> [WORK REQUIRED]
Could you reproduce, exactly and alone, the lines running from the one with "Please list the" to the end of the data below?
----------------
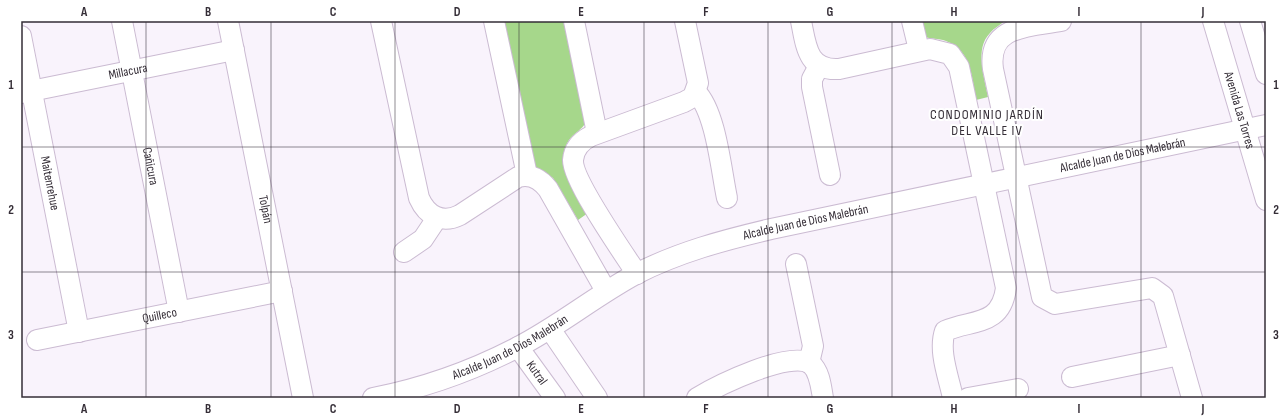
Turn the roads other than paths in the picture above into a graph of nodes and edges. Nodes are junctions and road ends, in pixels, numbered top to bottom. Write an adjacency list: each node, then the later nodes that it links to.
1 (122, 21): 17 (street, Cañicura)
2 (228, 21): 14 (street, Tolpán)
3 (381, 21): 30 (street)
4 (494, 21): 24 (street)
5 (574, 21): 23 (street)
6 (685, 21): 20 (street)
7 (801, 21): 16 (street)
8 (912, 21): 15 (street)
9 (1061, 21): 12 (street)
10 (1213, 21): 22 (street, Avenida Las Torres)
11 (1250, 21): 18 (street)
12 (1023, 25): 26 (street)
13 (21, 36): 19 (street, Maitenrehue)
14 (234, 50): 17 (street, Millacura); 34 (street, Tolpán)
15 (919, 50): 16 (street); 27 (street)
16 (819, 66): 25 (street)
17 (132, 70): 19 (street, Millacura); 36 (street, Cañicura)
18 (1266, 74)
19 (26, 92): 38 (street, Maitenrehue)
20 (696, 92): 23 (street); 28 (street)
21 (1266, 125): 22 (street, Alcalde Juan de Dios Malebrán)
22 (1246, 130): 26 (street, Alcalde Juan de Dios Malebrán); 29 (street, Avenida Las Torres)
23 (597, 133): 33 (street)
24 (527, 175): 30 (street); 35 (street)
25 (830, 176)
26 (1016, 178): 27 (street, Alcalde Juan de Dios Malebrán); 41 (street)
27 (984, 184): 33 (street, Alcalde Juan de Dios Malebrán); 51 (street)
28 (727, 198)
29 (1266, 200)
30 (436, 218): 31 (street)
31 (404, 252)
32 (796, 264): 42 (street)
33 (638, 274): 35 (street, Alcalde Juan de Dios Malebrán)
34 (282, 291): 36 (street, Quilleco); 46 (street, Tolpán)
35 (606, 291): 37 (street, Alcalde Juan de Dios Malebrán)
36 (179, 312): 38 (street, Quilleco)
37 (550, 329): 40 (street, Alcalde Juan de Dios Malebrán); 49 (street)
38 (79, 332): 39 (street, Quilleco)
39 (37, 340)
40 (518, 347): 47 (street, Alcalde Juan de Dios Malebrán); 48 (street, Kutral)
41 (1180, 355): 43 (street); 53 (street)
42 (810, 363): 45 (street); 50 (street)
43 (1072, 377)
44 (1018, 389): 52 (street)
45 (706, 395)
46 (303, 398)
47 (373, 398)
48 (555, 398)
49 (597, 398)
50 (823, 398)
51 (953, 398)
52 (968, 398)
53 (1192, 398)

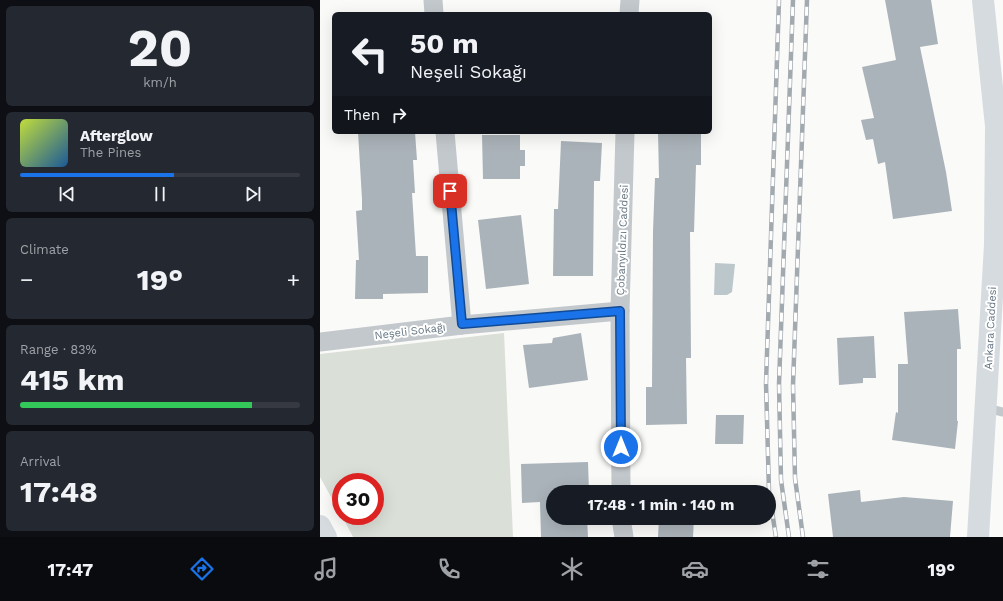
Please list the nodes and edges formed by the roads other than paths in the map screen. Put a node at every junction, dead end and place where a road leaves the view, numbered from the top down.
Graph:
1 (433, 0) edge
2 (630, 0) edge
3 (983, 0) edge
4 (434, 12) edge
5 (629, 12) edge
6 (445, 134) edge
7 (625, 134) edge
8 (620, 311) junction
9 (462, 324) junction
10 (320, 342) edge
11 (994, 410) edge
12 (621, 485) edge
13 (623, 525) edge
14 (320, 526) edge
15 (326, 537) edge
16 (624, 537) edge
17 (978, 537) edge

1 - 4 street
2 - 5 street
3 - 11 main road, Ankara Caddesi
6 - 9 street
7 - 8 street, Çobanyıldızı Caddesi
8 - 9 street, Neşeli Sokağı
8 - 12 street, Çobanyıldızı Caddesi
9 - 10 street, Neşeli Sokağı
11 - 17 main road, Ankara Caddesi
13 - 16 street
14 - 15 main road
----------------
> [REPLY TO THE EXERCISE]
Please list the nodes and edges formed by the roads other than paths in the map screen. Put a node at every junction, dead end and place where a road leaves the view, numbered from the top down.
Graph:
1 (433, 0) edge
2 (630, 0) edge
3 (983, 0) edge
4 (434, 12) edge
5 (629, 12) edge
6 (445, 134) edge
7 (625, 134) edge
8 (620, 311) junction
9 (462, 324) junction
10 (320, 342) edge
11 (994, 410) edge
12 (621, 485) edge
13 (623, 525) edge
14 (320, 526) edge
15 (326, 537) edge
16 (624, 537) edge
17 (978, 537) edge

1 - 4 street
2 - 5 street
3 - 11 main road, Ankara Caddesi
6 - 9 street
7 - 8 street, Çobanyıldızı Caddesi
8 - 9 street, Neşeli Sokağı
8 - 12 street, Çobanyıldızı Caddesi
9 - 10 street, Neşeli Sokağı
11 - 17 main road, Ankara Caddesi
13 - 16 street
14 - 15 main road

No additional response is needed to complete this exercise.